- _Assigned task_:
Give back the whole listing verbatim, printing none of its pictures.

[Opening Supplied data section]

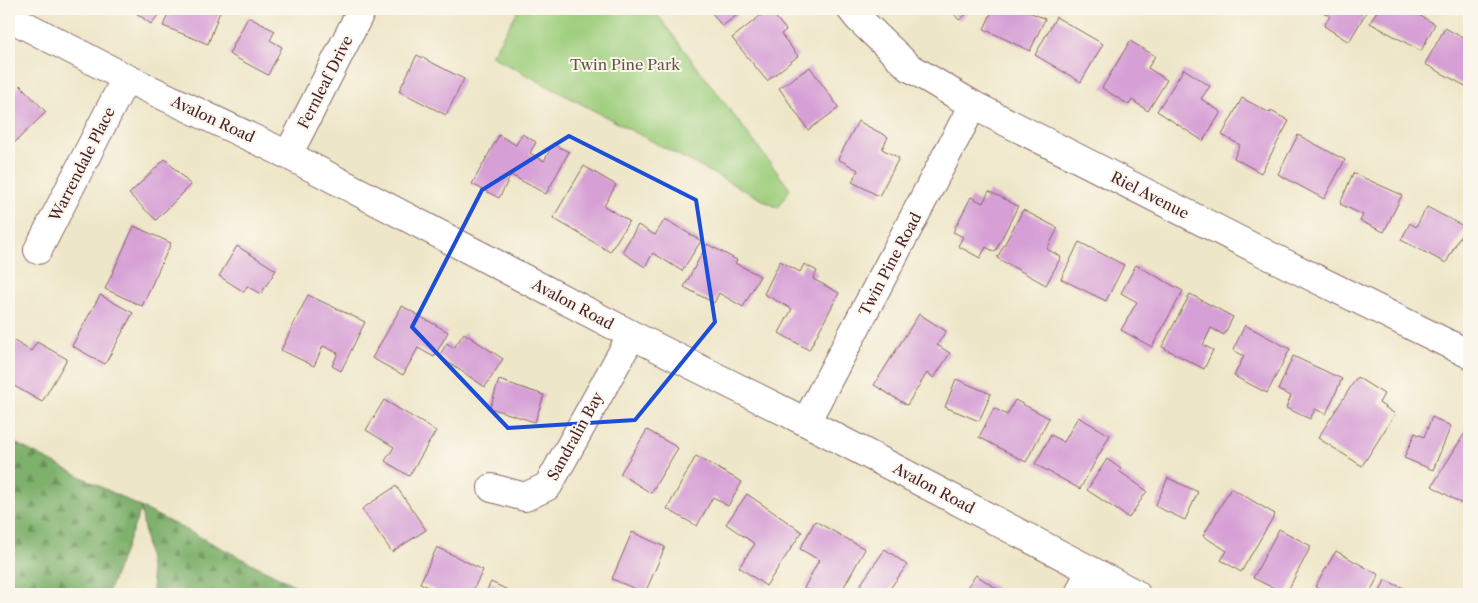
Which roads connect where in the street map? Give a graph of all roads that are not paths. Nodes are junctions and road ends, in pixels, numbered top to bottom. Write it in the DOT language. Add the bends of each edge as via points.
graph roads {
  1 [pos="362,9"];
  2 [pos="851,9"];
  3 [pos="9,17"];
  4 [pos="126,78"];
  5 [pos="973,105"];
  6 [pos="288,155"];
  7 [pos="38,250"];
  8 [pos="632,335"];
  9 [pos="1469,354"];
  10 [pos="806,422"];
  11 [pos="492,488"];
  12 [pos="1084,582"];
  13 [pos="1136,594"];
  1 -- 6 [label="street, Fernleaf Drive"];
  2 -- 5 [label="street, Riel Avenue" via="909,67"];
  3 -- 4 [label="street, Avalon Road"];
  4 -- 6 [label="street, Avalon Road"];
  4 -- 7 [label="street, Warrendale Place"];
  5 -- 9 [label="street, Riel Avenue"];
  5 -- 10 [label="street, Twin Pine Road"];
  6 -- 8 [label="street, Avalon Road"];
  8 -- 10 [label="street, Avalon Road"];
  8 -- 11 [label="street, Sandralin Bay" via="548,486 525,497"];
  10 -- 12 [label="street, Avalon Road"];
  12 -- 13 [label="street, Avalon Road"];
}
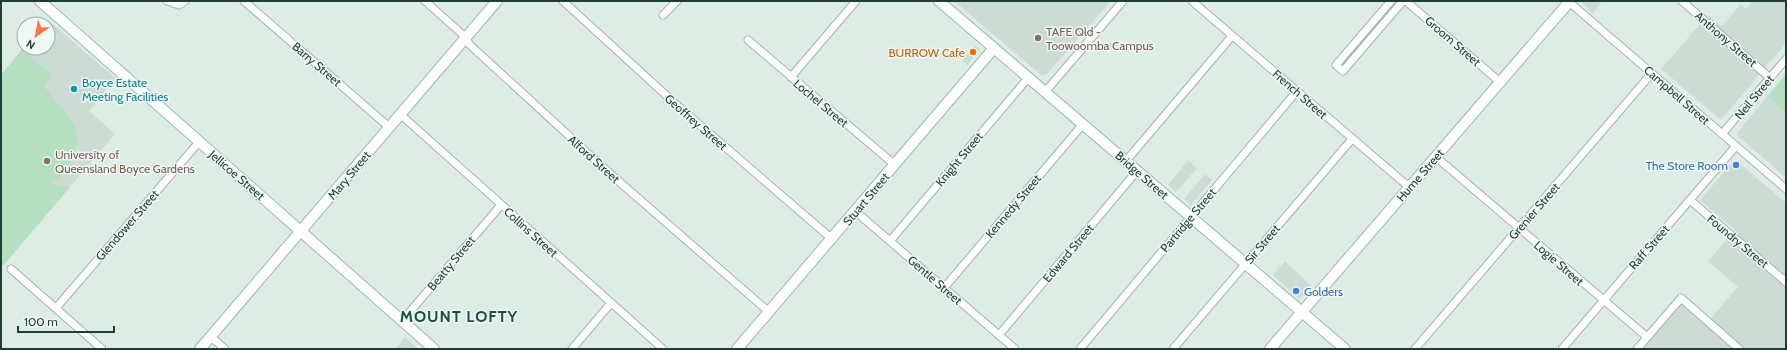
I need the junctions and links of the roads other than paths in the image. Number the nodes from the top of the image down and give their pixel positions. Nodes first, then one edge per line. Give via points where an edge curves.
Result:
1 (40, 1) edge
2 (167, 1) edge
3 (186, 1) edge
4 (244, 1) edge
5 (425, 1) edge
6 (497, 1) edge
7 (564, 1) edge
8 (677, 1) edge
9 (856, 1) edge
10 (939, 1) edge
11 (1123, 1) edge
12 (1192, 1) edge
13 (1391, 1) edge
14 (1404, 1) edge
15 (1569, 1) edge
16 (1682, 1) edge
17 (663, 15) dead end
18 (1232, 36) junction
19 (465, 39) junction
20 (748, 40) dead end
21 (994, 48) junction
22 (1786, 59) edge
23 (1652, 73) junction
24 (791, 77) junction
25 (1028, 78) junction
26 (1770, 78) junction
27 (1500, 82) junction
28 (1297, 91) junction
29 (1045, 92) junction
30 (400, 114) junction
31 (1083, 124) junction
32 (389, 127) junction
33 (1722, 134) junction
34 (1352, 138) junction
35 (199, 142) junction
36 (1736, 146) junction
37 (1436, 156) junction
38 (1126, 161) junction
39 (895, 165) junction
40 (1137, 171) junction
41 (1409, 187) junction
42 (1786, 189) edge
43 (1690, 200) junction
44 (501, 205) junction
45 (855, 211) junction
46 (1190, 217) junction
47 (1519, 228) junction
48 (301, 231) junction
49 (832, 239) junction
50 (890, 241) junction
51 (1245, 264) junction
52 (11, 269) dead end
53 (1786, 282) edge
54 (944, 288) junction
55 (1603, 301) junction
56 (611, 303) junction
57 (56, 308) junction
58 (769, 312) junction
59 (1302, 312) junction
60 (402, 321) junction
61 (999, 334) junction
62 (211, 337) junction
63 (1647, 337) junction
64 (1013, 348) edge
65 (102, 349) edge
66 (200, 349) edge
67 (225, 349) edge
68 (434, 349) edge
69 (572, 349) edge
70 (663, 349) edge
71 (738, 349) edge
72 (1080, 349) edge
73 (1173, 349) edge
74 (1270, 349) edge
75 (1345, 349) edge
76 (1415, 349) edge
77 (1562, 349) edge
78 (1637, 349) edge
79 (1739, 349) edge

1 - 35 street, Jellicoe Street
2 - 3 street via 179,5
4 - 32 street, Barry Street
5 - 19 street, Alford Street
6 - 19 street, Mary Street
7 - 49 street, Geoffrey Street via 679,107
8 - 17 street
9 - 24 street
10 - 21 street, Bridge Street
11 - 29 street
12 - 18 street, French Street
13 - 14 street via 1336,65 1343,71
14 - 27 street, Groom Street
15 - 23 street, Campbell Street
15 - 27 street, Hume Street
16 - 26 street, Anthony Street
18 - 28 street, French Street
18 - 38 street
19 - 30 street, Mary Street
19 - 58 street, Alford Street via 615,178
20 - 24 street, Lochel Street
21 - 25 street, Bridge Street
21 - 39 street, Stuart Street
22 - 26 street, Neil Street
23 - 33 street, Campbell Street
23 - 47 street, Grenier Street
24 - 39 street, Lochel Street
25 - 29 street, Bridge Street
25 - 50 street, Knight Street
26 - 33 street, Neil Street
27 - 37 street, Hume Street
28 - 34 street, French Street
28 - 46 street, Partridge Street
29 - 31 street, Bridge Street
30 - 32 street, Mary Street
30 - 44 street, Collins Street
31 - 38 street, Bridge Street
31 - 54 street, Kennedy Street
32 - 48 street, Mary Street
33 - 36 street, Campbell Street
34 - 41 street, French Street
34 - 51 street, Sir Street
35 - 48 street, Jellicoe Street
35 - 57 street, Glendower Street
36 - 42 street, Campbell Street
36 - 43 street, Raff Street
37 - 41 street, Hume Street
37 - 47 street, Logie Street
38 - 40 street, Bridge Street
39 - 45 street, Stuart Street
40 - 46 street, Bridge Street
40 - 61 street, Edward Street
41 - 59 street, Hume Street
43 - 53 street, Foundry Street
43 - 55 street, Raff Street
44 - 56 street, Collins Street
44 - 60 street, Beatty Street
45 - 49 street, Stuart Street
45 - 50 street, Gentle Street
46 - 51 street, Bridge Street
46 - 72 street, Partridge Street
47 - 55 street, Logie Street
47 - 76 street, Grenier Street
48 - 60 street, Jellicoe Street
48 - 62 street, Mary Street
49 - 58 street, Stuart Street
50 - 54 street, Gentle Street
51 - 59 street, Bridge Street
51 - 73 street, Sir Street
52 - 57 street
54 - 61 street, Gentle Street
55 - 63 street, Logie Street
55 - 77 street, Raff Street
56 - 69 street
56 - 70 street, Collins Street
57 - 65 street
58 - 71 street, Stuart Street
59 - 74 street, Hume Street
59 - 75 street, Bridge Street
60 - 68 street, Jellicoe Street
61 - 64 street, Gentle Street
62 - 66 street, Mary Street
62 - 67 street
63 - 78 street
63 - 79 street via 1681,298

[Closing Supplied data section]

- _Exercise result_:
Which roads connect where in the street map? Give a graph of all roads that are not paths. Nodes are junctions and road ends, in pixels, numbered top to bottom. Write it in the DOT language. Add the bends of each edge as via points.
graph roads {
  1 [pos="362,9"];
  2 [pos="851,9"];
  3 [pos="9,17"];
  4 [pos="126,78"];
  5 [pos="973,105"];
  6 [pos="288,155"];
  7 [pos="38,250"];
  8 [pos="632,335"];
  9 [pos="1469,354"];
  10 [pos="806,422"];
  11 [pos="492,488"];
  12 [pos="1084,582"];
  13 [pos="1136,594"];
  1 -- 6 [label="street, Fernleaf Drive"];
  2 -- 5 [label="street, Riel Avenue" via="909,67"];
  3 -- 4 [label="street, Avalon Road"];
  4 -- 6 [label="street, Avalon Road"];
  4 -- 7 [label="street, Warrendale Place"];
  5 -- 9 [label="street, Riel Avenue"];
  5 -- 10 [label="street, Twin Pine Road"];
  6 -- 8 [label="street, Avalon Road"];
  8 -- 10 [label="street, Avalon Road"];
  8 -- 11 [label="street, Sandralin Bay" via="548,486 525,497"];
  10 -- 12 [label="street, Avalon Road"];
  12 -- 13 [label="street, Avalon Road"];
}
I need the junctions and links of the roads other than paths in the image. Number the nodes from the top of the image down and give their pixel positions. Nodes first, then one edge per line. Give via points where an edge curves.
Result:
1 (40, 1) edge
2 (167, 1) edge
3 (186, 1) edge
4 (244, 1) edge
5 (425, 1) edge
6 (497, 1) edge
7 (564, 1) edge
8 (677, 1) edge
9 (856, 1) edge
10 (939, 1) edge
11 (1123, 1) edge
12 (1192, 1) edge
13 (1391, 1) edge
14 (1404, 1) edge
15 (1569, 1) edge
16 (1682, 1) edge
17 (663, 15) dead end
18 (1232, 36) junction
19 (465, 39) junction
20 (748, 40) dead end
21 (994, 48) junction
22 (1786, 59) edge
23 (1652, 73) junction
24 (791, 77) junction
25 (1028, 78) junction
26 (1770, 78) junction
27 (1500, 82) junction
28 (1297, 91) junction
29 (1045, 92) junction
30 (400, 114) junction
31 (1083, 124) junction
32 (389, 127) junction
33 (1722, 134) junction
34 (1352, 138) junction
35 (199, 142) junction
36 (1736, 146) junction
37 (1436, 156) junction
38 (1126, 161) junction
39 (895, 165) junction
40 (1137, 171) junction
41 (1409, 187) junction
42 (1786, 189) edge
43 (1690, 200) junction
44 (501, 205) junction
45 (855, 211) junction
46 (1190, 217) junction
47 (1519, 228) junction
48 (301, 231) junction
49 (832, 239) junction
50 (890, 241) junction
51 (1245, 264) junction
52 (11, 269) dead end
53 (1786, 282) edge
54 (944, 288) junction
55 (1603, 301) junction
56 (611, 303) junction
57 (56, 308) junction
58 (769, 312) junction
59 (1302, 312) junction
60 (402, 321) junction
61 (999, 334) junction
62 (211, 337) junction
63 (1647, 337) junction
64 (1013, 348) edge
65 (102, 349) edge
66 (200, 349) edge
67 (225, 349) edge
68 (434, 349) edge
69 (572, 349) edge
70 (663, 349) edge
71 (738, 349) edge
72 (1080, 349) edge
73 (1173, 349) edge
74 (1270, 349) edge
75 (1345, 349) edge
76 (1415, 349) edge
77 (1562, 349) edge
78 (1637, 349) edge
79 (1739, 349) edge

1 - 35 street, Jellicoe Street
2 - 3 street via 179,5
4 - 32 street, Barry Street
5 - 19 street, Alford Street
6 - 19 street, Mary Street
7 - 49 street, Geoffrey Street via 679,107
8 - 17 street
9 - 24 street
10 - 21 street, Bridge Street
11 - 29 street
12 - 18 street, French Street
13 - 14 street via 1336,65 1343,71
14 - 27 street, Groom Street
15 - 23 street, Campbell Street
15 - 27 street, Hume Street
16 - 26 street, Anthony Street
18 - 28 street, French Street
18 - 38 street
19 - 30 street, Mary Street
19 - 58 street, Alford Street via 615,178
20 - 24 street, Lochel Street
21 - 25 street, Bridge Street
21 - 39 street, Stuart Street
22 - 26 street, Neil Street
23 - 33 street, Campbell Street
23 - 47 street, Grenier Street
24 - 39 street, Lochel Street
25 - 29 street, Bridge Street
25 - 50 street, Knight Street
26 - 33 street, Neil Street
27 - 37 street, Hume Street
28 - 34 street, French Street
28 - 46 street, Partridge Street
29 - 31 street, Bridge Street
30 - 32 street, Mary Street
30 - 44 street, Collins Street
31 - 38 street, Bridge Street
31 - 54 street, Kennedy Street
32 - 48 street, Mary Street
33 - 36 street, Campbell Street
34 - 41 street, French Street
34 - 51 street, Sir Street
35 - 48 street, Jellicoe Street
35 - 57 street, Glendower Street
36 - 42 street, Campbell Street
36 - 43 street, Raff Street
37 - 41 street, Hume Street
37 - 47 street, Logie Street
38 - 40 street, Bridge Street
39 - 45 street, Stuart Street
40 - 46 street, Bridge Street
40 - 61 street, Edward Street
41 - 59 street, Hume Street
43 - 53 street, Foundry Street
43 - 55 street, Raff Street
44 - 56 street, Collins Street
44 - 60 street, Beatty Street
45 - 49 street, Stuart Street
45 - 50 street, Gentle Street
46 - 51 street, Bridge Street
46 - 72 street, Partridge Street
47 - 55 street, Logie Street
47 - 76 street, Grenier Street
48 - 60 street, Jellicoe Street
48 - 62 street, Mary Street
49 - 58 street, Stuart Street
50 - 54 street, Gentle Street
51 - 59 street, Bridge Street
51 - 73 street, Sir Street
52 - 57 street
54 - 61 street, Gentle Street
55 - 63 street, Logie Street
55 - 77 street, Raff Street
56 - 69 street
56 - 70 street, Collins Street
57 - 65 street
58 - 71 street, Stuart Street
59 - 74 street, Hume Street
59 - 75 street, Bridge Street
60 - 68 street, Jellicoe Street
61 - 64 street, Gentle Street
62 - 66 street, Mary Street
62 - 67 street
63 - 78 street
63 - 79 street via 1681,298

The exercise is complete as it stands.